Oral Roberts University names president. More than a year after Richard Roberts resigned as president of Oral Roberts University amid allegations of lavish spending, the Christian university in Tulsa has hired a new president. Mark Rutland, president of Southeastern University, a Christian liberal arts college in Lakeland, Fla., since 1999, will take the helm of ORU July 1. Rutland will become the third president in ORU's 46-year history — after namesake Oral Roberts and son Richard Roberts — and the first not associated with the Roberts family. Rutland, who holds a doctorate from the California Graduate School of Theology, has written 13 books and hosts a daily 30-minute radio program called Herald of Joy. In his 10 years at Southeastern, the university has undergone more than $50 million in renovations, and enrollment has more than tripled, topping 3,000, ORU officials said.
Religion seen as Britain's most divisive issue. A government-sponsored opinion poll in Britain has found that religion has displaced race as the most divisive issue facing the nation. The survey, conducted by the Ipsos MORI research organization for the government's Equalities and Human Rights Commission, says 60 percent of respondents believe religious intolerance has become a bigger headache than racial tensions among Britons. That figure climbs to 66 percent among Muslims who took part in the poll.

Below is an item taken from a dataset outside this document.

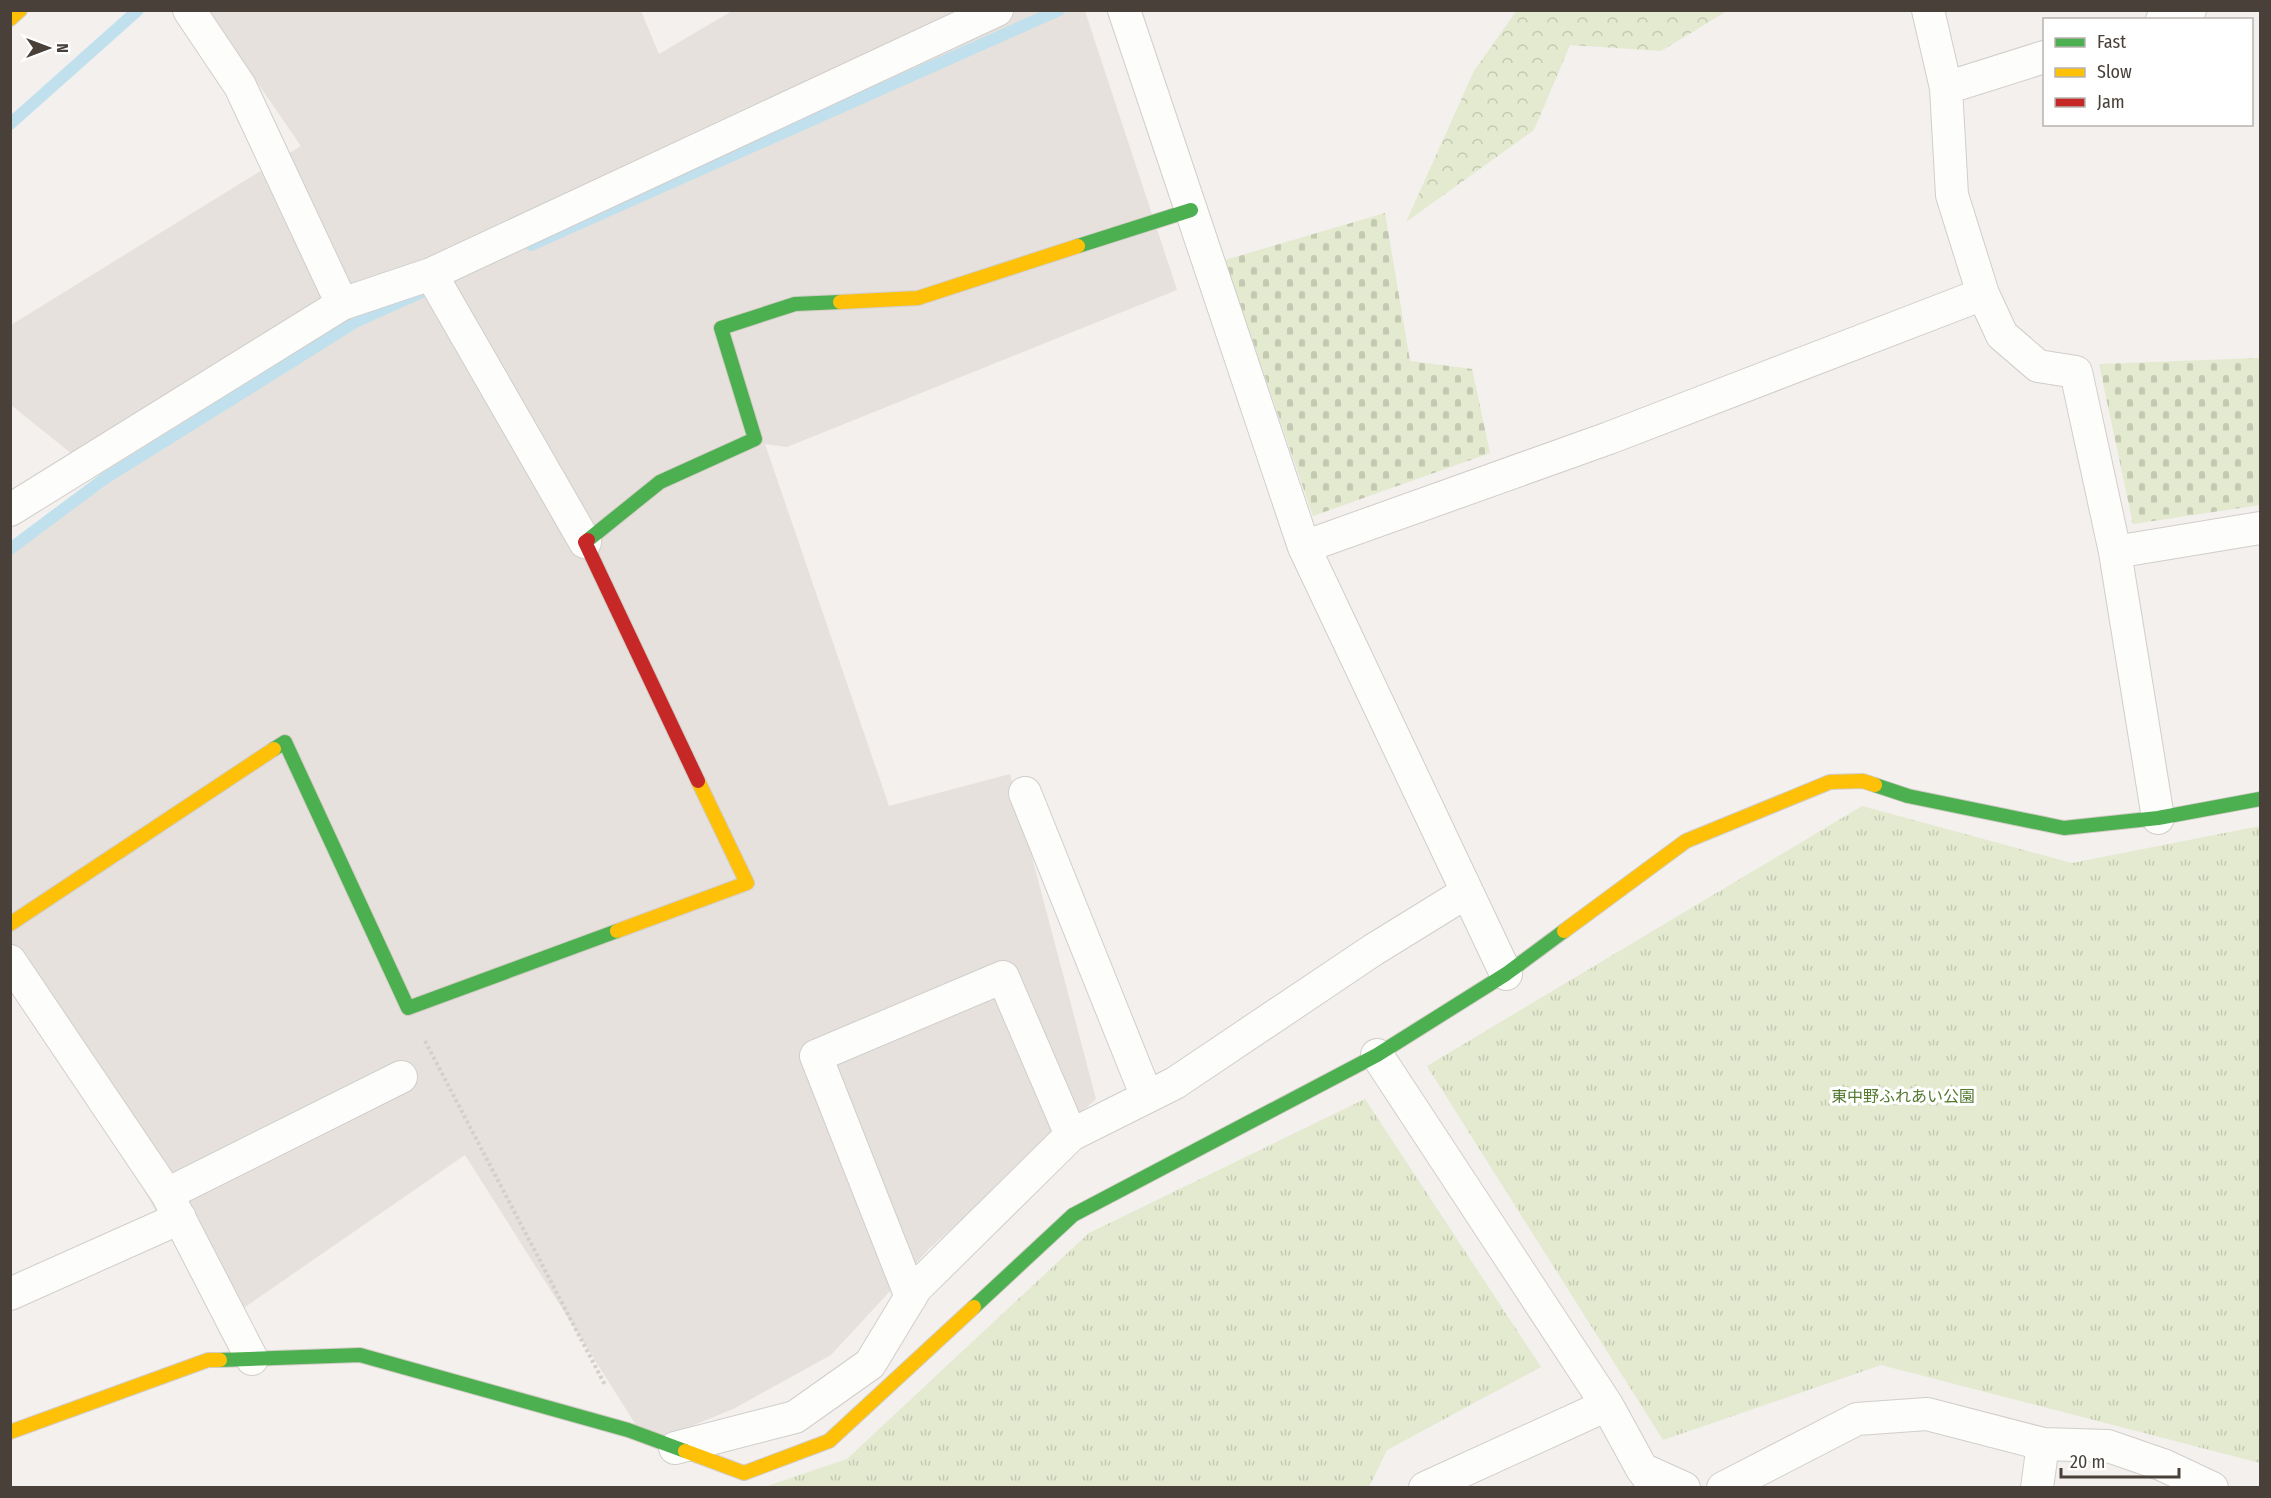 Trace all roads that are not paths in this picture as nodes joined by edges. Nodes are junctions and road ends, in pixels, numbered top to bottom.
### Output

Panel approves British ‘No God' bus ads. Rejecting protests by Christian groups, Britain's advertising watchdog agency has given the go-ahead to a campaign to plaster atheist signs on hundreds of buses and other vehicles across the country. The Advertising Standards Authority ruled that the campaign, which uses the “no God” slogan, was unlikely to mislead or “cause serious or widespread offense.” The ASA is a powerful regulator set up as a self-governing agency for the nation's advertising industry, with the authority to take its cases to the government's Office of Fair Trading. As such, its decisions are rarely, if ever, challenged. The British Humanist Association sponsored the $100,000 ad campaign, with signs that say: “There's probably no God. Now stop worrying and enjoy your life.” The ads will be placed on some 200 buses in London and on 600 other vehicles in England, Scotland and Wales.